### Problem to work on:
Starting with the first line and ending with the last, transcribe the data exactly.

______

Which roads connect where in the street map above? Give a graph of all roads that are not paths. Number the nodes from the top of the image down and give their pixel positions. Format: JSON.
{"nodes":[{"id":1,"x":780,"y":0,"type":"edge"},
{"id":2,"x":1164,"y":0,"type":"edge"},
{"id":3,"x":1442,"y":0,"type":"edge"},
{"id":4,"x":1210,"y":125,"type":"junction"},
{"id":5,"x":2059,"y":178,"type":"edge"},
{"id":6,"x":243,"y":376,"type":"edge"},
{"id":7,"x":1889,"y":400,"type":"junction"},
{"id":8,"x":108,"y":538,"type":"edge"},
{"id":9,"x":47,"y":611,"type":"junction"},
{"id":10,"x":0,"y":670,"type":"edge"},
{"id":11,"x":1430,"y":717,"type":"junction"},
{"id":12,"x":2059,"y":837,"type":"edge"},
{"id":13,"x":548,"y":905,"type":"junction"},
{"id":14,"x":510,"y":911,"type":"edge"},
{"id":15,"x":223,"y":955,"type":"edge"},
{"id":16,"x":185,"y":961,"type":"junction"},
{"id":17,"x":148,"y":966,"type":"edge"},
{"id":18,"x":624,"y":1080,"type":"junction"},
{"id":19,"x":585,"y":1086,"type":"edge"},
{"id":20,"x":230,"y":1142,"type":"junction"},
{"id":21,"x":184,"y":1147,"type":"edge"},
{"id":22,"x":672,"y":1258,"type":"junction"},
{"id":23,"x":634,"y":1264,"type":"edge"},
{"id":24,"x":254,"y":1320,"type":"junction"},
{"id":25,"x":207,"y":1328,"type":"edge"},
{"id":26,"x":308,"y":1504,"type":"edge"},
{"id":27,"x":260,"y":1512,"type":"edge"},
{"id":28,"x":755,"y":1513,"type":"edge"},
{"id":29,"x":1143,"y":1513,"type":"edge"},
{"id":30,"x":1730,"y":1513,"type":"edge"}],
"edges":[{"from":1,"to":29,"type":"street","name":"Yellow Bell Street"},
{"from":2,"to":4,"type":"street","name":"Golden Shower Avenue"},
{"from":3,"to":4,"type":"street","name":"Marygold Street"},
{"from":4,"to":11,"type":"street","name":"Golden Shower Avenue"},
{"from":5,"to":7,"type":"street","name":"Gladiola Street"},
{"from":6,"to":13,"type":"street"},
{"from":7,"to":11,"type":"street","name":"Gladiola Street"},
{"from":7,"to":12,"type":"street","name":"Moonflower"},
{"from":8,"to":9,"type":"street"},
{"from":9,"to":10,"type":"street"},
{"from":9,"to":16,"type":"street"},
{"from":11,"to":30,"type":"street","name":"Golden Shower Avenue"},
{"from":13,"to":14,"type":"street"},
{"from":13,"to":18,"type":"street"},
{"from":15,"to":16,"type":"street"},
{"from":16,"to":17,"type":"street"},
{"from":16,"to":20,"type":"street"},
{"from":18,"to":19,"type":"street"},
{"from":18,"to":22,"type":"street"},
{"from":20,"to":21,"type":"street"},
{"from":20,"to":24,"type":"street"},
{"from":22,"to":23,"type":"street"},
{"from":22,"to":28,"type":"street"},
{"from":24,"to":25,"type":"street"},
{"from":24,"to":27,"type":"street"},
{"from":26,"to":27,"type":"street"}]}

______

### Answer to this problem:
Which roads connect where in the street map above? Give a graph of all roads that are not paths. Number the nodes from the top of the image down and give their pixel positions. Format: JSON.
{"nodes":[{"id":1,"x":780,"y":0,"type":"edge"},
{"id":2,"x":1164,"y":0,"type":"edge"},
{"id":3,"x":1442,"y":0,"type":"edge"},
{"id":4,"x":1210,"y":125,"type":"junction"},
{"id":5,"x":2059,"y":178,"type":"edge"},
{"id":6,"x":243,"y":376,"type":"edge"},
{"id":7,"x":1889,"y":400,"type":"junction"},
{"id":8,"x":108,"y":538,"type":"edge"},
{"id":9,"x":47,"y":611,"type":"junction"},
{"id":10,"x":0,"y":670,"type":"edge"},
{"id":11,"x":1430,"y":717,"type":"junction"},
{"id":12,"x":2059,"y":837,"type":"edge"},
{"id":13,"x":548,"y":905,"type":"junction"},
{"id":14,"x":510,"y":911,"type":"edge"},
{"id":15,"x":223,"y":955,"type":"edge"},
{"id":16,"x":185,"y":961,"type":"junction"},
{"id":17,"x":148,"y":966,"type":"edge"},
{"id":18,"x":624,"y":1080,"type":"junction"},
{"id":19,"x":585,"y":1086,"type":"edge"},
{"id":20,"x":230,"y":1142,"type":"junction"},
{"id":21,"x":184,"y":1147,"type":"edge"},
{"id":22,"x":672,"y":1258,"type":"junction"},
{"id":23,"x":634,"y":1264,"type":"edge"},
{"id":24,"x":254,"y":1320,"type":"junction"},
{"id":25,"x":207,"y":1328,"type":"edge"},
{"id":26,"x":308,"y":1504,"type":"edge"},
{"id":27,"x":260,"y":1512,"type":"edge"},
{"id":28,"x":755,"y":1513,"type":"edge"},
{"id":29,"x":1143,"y":1513,"type":"edge"},
{"id":30,"x":1730,"y":1513,"type":"edge"}],
"edges":[{"from":1,"to":29,"type":"street","name":"Yellow Bell Street"},
{"from":2,"to":4,"type":"street","name":"Golden Shower Avenue"},
{"from":3,"to":4,"type":"street","name":"Marygold Street"},
{"from":4,"to":11,"type":"street","name":"Golden Shower Avenue"},
{"from":5,"to":7,"type":"street","name":"Gladiola Street"},
{"from":6,"to":13,"type":"street"},
{"from":7,"to":11,"type":"street","name":"Gladiola Street"},
{"from":7,"to":12,"type":"street","name":"Moonflower"},
{"from":8,"to":9,"type":"street"},
{"from":9,"to":10,"type":"street"},
{"from":9,"to":16,"type":"street"},
{"from":11,"to":30,"type":"street","name":"Golden Shower Avenue"},
{"from":13,"to":14,"type":"street"},
{"from":13,"to":18,"type":"street"},
{"from":15,"to":16,"type":"street"},
{"from":16,"to":17,"type":"street"},
{"from":16,"to":20,"type":"street"},
{"from":18,"to":19,"type":"street"},
{"from":18,"to":22,"type":"street"},
{"from":20,"to":21,"type":"street"},
{"from":20,"to":24,"type":"street"},
{"from":22,"to":23,"type":"street"},
{"from":22,"to":28,"type":"street"},
{"from":24,"to":25,"type":"street"},
{"from":24,"to":27,"type":"street"},
{"from":26,"to":27,"type":"street"}]}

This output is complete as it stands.